:: What you are asked to do ::
The listing below must be repeated word for word, with its images excluded.

:: Supplied material ::
- - - - -
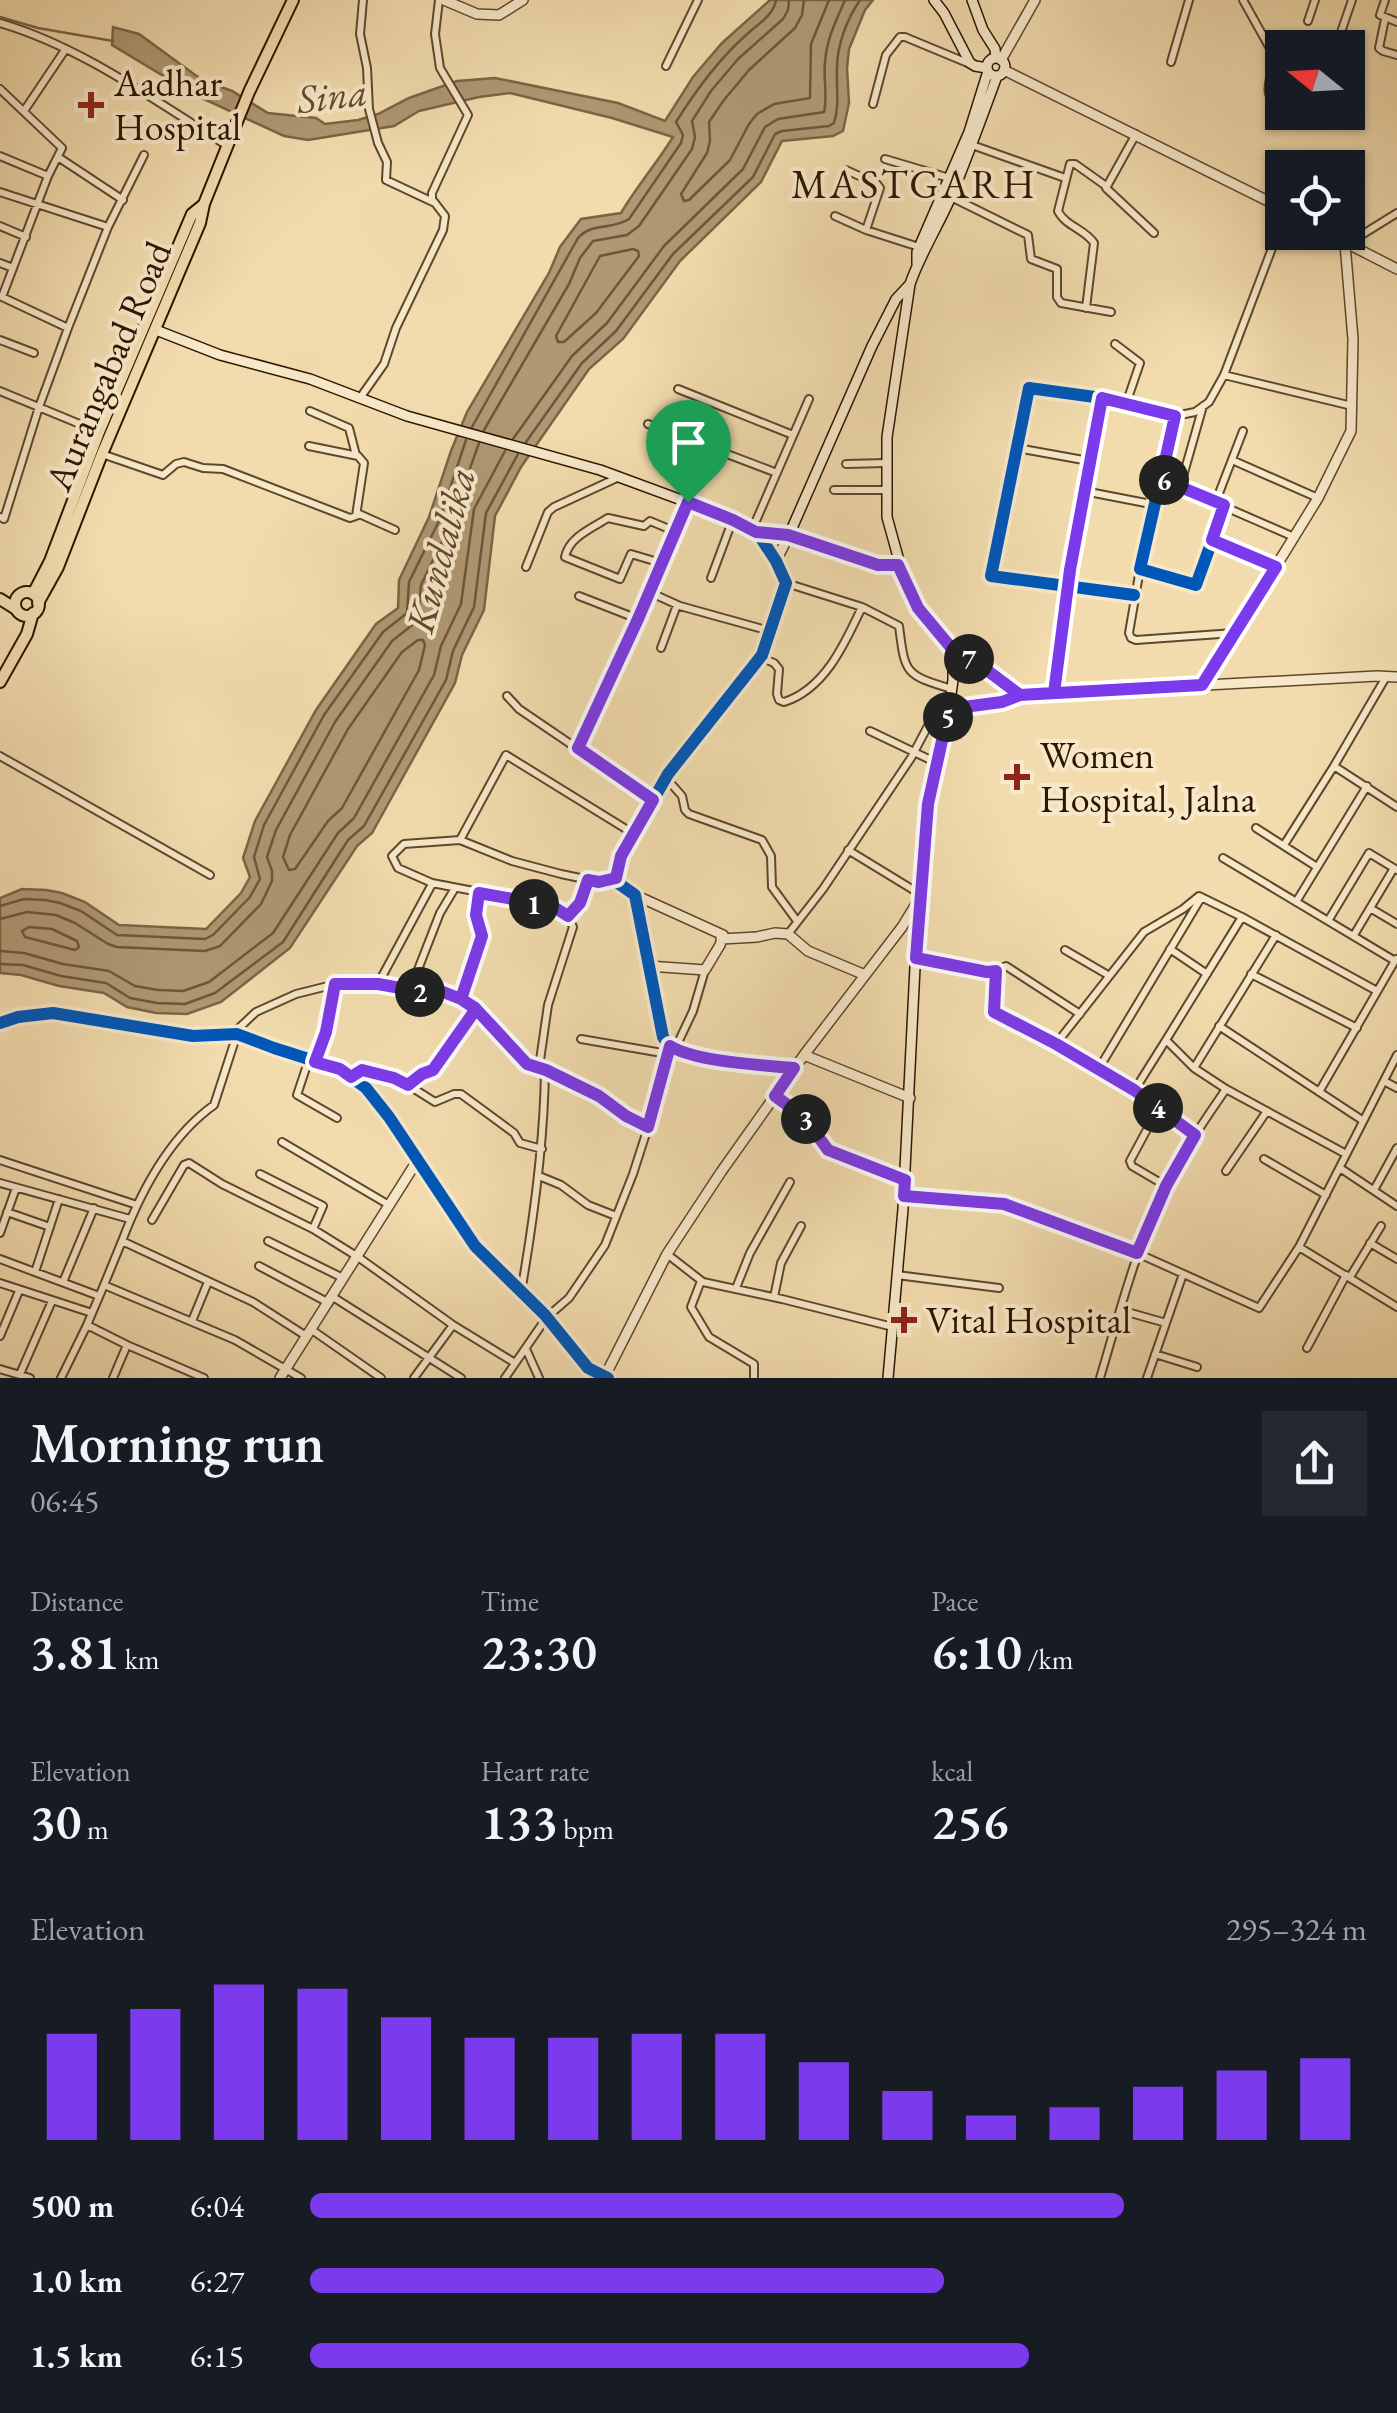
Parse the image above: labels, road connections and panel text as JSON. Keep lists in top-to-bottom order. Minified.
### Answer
{"streets":{"main road":["Aurangabad Road"]},"districts":["MASTGARH"],"water":["Sina","Kundalika"],"places":{"health":["Aadhar Hospital","Women Hospital, Jalna","Vital Hospital"]},"north":"left","page":{"pins":["6","7","5","1","2","4","3"],"heading":["Morning run","06:45"],"stats":[["Distance","3.81 km"],["Time","23:30"],["Pace","6:10 /km"],["Elevation","30 m"],["Heart rate","133 bpm"],["kcal","256"]],"chart":["Elevation","295–324 m"],"list":[{"name":"500 m","note":"6:04"},{"name":"1.0 km","note":"6:27"},{"name":"1.5 km","note":"6:15"}]}}
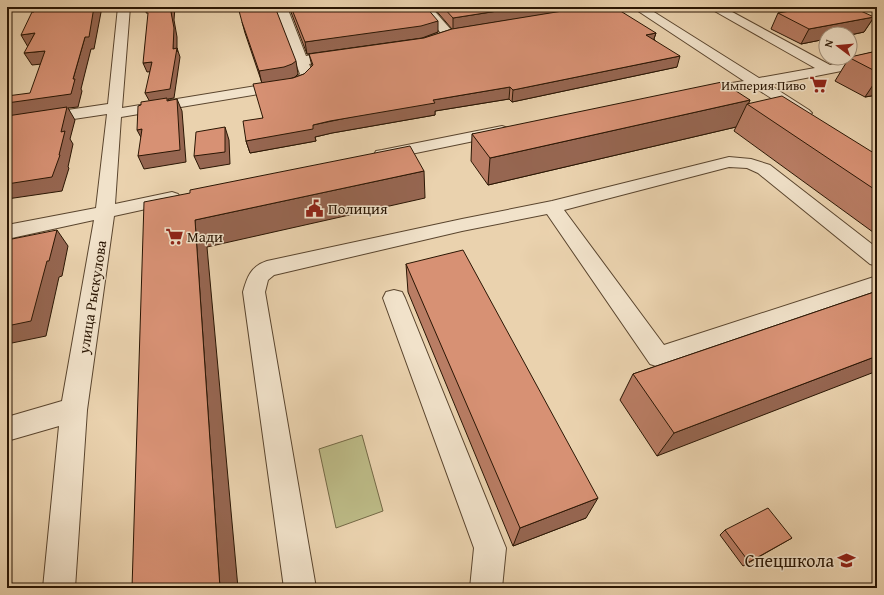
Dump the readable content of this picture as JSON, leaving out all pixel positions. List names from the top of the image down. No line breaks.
- - - - -
:: Exercise output ::
Parse the image above: labels, road connections and panel text as JSON. Keep lists in top-to-bottom order. Minified.
### Answer
{"streets":{"main road":["Aurangabad Road"]},"districts":["MASTGARH"],"water":["Sina","Kundalika"],"places":{"health":["Aadhar Hospital","Women Hospital, Jalna","Vital Hospital"]},"north":"left","page":{"pins":["6","7","5","1","2","4","3"],"heading":["Morning run","06:45"],"stats":[["Distance","3.81 km"],["Time","23:30"],["Pace","6:10 /km"],["Elevation","30 m"],["Heart rate","133 bpm"],["kcal","256"]],"chart":["Elevation","295–324 m"],"list":[{"name":"500 m","note":"6:04"},{"name":"1.0 km","note":"6:27"},{"name":"1.5 km","note":"6:15"}]}}
Dump the readable content of this picture as JSON, leaving out all pixel positions. List names from the top of the image down. No line breaks.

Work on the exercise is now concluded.